Während die Assoziationsraten der Mutanten mit der des Wildtyp-Proteins vergleichbar sind, kann die Dissoziationsgeschwindigkeitskonstante der Mutanten um nahezu zwei Größenordnungen höher sein, was einer entsprechenden Erhöhung der Gleichgewichts-Dissoziationskonstante entspricht. Die verminderten Affinitäten hängen hauptsächlich von erhöhten Dissoziationsraten ab, was darauf hinweist, dass sowohl die zweite Bindungsschleife als auch das C-terminale Ende von Cystatin B zur Bindungsaffinität beitragen, indem sie den Inhibitor am Enzym festhalten, sobald der Komplex gebildet wurde. Die Verwendung einer kalibrierungsfreien Konzentrationsanalyse war für diese Schlussfolgerung entscheidend, da sich herausstellte, dass eine der Mutanten eine sehr geringe Bindungsaktivität aufweist. Mein Kollege Pol hat Ihnen nun gezeigt, wie man BiCore X 100 in einer strukturierten Funktionsstudie anwendet. Bei der Durchführung dieser Experimente ist es wichtig zu bedenken, dass, obwohl sowohl die Konzentrations- als auch die kinetische Analyse auf demselben Bindungsverfahren basieren, die experimentellen Bedingungen doch recht unterschiedlich sind.
Diese Studie nutzt eine markierungsfreie Analyse von Proteininteraktionen, um die Bindungskinetik von Cystatin-B-Mutanten an Papain zu untersuchen. Durch den Einsatz einer kalibrierungsfreien Konzentrationsanalyse (CFCA) wird die Zuverlässigkeit kinetischer Messungen verbessert, selbst bei verminderten Proteinaktivitäten.

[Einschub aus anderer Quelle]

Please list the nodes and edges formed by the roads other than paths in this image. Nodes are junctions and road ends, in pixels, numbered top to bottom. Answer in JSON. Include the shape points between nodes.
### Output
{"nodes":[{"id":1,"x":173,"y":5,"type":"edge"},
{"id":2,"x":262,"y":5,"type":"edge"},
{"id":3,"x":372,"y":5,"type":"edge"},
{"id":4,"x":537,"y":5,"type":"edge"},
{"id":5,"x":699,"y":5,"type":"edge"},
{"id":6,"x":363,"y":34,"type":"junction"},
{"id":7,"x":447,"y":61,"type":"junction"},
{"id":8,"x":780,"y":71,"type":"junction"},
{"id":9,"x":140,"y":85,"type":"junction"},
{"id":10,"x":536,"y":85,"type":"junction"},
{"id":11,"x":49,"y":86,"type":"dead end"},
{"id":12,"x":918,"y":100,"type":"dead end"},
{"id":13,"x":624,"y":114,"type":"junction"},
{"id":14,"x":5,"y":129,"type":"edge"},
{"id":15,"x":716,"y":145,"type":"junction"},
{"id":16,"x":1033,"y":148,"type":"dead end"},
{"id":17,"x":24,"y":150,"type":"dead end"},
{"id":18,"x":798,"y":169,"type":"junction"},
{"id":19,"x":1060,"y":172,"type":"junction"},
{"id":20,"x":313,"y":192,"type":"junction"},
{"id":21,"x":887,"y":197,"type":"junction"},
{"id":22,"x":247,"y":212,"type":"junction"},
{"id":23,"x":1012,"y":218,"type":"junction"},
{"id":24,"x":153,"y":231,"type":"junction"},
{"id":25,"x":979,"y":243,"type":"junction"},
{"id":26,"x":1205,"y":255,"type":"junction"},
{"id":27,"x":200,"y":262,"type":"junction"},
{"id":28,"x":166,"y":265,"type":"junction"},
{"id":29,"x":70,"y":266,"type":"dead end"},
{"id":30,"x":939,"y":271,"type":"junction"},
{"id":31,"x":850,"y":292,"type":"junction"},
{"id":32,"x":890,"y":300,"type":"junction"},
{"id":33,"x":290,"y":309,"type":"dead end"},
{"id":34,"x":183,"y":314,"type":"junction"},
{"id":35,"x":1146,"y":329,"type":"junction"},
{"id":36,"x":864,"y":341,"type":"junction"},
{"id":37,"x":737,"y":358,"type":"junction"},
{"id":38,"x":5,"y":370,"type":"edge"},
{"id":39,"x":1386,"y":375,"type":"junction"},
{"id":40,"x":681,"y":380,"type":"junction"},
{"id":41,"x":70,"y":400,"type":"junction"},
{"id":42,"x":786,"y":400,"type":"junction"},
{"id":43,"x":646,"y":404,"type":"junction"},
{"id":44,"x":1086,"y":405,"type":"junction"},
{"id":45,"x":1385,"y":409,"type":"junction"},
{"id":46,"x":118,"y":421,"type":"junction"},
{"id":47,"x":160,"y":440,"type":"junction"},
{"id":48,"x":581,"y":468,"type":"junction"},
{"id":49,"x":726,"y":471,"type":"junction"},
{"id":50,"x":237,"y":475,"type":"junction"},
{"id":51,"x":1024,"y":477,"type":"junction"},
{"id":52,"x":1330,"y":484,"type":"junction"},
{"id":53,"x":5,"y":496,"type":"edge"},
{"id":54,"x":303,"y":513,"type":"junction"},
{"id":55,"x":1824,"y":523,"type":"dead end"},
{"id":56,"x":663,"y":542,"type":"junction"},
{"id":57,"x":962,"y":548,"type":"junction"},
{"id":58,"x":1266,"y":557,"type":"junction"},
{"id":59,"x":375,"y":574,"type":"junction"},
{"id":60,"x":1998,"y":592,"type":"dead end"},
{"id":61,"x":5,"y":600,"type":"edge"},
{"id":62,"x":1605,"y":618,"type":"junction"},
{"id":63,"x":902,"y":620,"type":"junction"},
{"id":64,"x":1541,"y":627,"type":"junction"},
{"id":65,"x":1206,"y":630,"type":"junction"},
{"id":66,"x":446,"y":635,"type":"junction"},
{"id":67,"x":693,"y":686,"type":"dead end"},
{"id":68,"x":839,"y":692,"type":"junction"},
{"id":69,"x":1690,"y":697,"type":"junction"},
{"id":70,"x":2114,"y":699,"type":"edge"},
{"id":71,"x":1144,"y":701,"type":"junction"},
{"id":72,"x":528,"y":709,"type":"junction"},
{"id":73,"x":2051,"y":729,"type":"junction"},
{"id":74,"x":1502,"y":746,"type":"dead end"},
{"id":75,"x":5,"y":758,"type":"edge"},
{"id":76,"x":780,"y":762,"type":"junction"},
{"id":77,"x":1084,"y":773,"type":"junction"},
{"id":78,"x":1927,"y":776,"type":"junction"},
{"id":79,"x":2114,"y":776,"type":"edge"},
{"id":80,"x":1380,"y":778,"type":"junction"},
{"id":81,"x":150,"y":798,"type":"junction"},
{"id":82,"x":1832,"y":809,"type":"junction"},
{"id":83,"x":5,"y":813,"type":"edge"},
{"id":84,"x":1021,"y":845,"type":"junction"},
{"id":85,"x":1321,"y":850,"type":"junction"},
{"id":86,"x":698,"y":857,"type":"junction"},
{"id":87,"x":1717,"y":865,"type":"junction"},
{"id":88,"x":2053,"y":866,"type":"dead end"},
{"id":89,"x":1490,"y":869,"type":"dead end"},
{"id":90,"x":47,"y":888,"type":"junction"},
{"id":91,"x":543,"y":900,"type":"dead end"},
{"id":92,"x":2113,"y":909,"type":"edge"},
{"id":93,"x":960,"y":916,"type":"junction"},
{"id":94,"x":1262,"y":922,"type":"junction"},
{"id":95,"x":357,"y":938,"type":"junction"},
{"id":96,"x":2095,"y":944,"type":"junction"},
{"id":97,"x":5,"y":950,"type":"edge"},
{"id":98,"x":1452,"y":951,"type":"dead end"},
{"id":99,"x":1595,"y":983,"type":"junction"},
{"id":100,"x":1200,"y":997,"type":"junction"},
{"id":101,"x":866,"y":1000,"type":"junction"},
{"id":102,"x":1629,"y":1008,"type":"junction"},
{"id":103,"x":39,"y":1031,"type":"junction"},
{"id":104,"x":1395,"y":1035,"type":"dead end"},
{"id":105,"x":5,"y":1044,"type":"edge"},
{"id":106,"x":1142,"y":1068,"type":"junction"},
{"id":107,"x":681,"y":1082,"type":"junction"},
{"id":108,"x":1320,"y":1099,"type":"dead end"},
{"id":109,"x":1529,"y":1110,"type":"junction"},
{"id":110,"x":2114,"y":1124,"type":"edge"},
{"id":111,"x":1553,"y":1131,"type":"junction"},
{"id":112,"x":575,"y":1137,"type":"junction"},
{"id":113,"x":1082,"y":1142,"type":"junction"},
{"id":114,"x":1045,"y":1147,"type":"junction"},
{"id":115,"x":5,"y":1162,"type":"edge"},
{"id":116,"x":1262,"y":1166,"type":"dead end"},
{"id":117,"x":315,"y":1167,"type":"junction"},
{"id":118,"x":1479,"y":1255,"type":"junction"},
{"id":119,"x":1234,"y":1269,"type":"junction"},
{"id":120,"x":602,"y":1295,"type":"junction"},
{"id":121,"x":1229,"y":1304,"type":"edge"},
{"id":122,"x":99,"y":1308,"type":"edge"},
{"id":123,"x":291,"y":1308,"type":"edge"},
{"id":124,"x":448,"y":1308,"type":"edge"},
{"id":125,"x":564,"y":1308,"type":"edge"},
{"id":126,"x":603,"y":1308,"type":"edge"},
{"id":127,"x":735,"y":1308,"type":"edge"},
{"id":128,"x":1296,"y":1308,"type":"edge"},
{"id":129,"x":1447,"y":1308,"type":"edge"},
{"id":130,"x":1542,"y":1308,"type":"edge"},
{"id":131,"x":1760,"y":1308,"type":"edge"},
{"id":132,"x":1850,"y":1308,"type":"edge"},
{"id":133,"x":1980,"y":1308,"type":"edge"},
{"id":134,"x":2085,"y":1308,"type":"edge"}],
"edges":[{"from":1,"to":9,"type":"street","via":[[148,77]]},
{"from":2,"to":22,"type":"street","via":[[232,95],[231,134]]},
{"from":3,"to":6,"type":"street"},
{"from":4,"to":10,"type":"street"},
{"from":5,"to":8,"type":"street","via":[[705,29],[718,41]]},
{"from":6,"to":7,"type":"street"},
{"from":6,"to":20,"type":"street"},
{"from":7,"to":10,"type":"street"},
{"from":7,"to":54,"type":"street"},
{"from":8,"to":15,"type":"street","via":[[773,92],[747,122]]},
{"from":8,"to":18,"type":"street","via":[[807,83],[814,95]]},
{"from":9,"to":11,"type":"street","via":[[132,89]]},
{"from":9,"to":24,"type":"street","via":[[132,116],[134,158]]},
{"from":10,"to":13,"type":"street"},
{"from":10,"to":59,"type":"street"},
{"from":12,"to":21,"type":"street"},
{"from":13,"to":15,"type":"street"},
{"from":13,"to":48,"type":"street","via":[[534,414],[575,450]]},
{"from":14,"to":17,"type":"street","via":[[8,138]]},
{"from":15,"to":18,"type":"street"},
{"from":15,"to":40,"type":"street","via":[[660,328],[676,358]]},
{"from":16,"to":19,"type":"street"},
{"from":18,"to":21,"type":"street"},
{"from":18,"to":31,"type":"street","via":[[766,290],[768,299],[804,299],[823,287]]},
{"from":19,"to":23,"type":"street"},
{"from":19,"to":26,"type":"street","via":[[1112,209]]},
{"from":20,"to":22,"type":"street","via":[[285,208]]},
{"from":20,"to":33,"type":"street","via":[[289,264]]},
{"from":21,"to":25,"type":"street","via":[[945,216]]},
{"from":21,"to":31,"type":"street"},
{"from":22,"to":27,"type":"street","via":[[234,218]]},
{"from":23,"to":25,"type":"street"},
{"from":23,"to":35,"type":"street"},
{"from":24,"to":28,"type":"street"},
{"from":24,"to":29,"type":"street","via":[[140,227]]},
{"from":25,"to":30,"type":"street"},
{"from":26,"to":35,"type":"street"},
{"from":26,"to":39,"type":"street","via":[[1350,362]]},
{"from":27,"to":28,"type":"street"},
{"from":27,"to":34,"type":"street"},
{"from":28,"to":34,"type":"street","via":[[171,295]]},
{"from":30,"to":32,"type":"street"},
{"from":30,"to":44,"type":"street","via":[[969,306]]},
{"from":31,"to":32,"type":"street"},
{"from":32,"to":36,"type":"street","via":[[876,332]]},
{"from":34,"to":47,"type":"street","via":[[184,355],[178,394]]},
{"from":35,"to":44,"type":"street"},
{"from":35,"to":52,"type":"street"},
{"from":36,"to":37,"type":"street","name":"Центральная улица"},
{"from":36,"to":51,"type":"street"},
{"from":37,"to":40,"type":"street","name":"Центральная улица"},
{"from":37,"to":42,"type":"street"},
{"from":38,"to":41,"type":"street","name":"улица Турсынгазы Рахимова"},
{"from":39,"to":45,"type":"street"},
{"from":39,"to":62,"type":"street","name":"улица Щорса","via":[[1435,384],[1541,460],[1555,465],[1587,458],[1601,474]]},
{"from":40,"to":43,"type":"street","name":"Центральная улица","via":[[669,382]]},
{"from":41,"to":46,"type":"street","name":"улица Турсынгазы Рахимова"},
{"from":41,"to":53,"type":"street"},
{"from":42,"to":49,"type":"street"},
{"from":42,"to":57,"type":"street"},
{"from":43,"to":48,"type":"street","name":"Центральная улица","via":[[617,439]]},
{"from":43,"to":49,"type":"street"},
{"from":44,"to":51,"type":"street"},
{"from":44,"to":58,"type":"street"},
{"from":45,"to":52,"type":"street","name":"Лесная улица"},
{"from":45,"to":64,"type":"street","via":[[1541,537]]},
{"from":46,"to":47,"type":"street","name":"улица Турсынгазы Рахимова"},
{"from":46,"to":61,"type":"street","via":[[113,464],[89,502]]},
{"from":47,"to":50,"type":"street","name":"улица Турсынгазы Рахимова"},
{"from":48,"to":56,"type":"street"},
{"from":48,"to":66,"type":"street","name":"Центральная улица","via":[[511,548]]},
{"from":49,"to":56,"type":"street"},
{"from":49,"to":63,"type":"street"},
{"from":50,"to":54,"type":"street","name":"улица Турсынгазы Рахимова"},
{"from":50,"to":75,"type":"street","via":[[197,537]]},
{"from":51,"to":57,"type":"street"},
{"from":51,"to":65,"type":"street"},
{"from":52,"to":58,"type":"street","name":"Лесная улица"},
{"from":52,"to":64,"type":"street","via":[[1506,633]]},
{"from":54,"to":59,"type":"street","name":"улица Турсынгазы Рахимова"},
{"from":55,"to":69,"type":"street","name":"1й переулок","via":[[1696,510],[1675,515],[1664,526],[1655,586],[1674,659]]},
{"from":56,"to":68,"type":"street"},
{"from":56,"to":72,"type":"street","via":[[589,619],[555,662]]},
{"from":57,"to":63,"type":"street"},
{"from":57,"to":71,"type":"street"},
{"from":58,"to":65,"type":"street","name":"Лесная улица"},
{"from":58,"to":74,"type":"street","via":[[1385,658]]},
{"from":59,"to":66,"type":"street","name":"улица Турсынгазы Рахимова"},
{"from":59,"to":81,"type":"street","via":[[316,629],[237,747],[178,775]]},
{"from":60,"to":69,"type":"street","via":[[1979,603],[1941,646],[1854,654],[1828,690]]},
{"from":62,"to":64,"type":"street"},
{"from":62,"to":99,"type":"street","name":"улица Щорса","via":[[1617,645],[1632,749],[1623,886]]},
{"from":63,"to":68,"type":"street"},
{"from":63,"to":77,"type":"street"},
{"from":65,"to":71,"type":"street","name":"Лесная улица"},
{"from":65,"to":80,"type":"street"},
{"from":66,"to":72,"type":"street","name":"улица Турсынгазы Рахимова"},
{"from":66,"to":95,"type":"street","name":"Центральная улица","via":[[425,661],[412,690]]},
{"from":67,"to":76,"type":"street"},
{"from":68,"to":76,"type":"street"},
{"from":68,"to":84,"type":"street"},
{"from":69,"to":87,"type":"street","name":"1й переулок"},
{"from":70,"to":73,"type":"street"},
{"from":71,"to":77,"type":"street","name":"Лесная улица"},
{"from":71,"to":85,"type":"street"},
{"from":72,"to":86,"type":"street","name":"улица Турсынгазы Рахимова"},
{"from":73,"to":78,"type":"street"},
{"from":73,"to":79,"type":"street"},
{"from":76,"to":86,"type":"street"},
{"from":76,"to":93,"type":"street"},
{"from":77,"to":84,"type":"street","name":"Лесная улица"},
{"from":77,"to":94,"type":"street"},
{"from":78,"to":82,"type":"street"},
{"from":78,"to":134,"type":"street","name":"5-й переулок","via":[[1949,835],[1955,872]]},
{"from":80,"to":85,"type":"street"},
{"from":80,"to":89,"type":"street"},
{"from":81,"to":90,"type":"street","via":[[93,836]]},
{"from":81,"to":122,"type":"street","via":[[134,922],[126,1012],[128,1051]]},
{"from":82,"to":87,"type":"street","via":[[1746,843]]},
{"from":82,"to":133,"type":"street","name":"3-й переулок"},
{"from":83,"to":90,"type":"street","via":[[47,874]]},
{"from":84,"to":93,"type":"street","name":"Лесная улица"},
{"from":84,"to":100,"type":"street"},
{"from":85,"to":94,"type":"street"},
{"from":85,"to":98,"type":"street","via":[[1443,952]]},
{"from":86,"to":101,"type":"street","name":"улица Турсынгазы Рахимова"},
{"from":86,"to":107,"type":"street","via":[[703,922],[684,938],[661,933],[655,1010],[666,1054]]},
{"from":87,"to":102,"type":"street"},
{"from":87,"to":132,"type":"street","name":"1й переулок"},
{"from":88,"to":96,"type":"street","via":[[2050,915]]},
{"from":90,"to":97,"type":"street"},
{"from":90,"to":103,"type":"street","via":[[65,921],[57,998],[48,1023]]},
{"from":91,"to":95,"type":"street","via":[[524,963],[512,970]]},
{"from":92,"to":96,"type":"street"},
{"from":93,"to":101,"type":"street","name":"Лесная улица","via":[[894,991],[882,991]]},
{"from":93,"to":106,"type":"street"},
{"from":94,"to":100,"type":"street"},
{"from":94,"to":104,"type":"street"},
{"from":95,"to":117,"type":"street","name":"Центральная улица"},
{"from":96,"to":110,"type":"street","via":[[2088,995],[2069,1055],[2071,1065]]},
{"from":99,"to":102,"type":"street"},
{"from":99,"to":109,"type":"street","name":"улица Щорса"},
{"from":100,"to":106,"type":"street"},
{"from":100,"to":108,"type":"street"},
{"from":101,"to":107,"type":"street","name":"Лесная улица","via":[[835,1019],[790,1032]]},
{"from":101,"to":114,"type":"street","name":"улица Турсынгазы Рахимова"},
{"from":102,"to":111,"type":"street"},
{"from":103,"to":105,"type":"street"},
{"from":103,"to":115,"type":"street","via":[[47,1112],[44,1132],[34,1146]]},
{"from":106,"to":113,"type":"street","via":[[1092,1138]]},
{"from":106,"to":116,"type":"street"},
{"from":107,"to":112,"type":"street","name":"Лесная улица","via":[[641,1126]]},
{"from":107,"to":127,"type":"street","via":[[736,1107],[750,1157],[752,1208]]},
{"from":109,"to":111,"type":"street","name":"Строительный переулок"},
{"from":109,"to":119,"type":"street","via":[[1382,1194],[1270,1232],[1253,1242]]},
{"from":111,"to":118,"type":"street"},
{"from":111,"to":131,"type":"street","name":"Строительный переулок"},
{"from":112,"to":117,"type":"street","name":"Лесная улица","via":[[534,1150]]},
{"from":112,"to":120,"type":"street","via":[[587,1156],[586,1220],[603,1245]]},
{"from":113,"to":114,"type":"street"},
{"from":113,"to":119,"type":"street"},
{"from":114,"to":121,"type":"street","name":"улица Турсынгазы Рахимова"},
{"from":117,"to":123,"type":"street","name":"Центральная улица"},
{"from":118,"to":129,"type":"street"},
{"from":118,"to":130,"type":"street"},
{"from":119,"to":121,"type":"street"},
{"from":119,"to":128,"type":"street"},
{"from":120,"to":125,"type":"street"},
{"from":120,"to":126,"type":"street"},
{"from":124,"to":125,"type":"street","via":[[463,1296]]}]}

Die genaue Bestimmung der Protein-Bindungsaktivität ist entscheidend für eine zuverlässige Struktur-Funktions-Analyse in der frühen Arzneimittelforschung. Eine falsche Interpretation der Gesamtprotein-Konzentration als aktive Konzentration kann zu fehlerhaften kinetischen Parametern und fehlerhaften mechanistischen Schlussfolgerungen führen. Die kalibrierungsfreie Konzentrationsanalyse (CFCA) ermöglicht die Messung des funktionell aktiven Proteinanteils, verbessert die Datenintegrität und verringert das Risiko in Workflows zur Target-Validierung.
CFCA fügt sich als präanalytischer Schritt in die Entdeckungspipeline ein und stellt die Qualität der Protein-Eingaben für kinetische und Affinitätsmessungen sicher, wodurch die Identifizierung von Leitverbindungen und mechanistische Studien direkt unterstützt werden.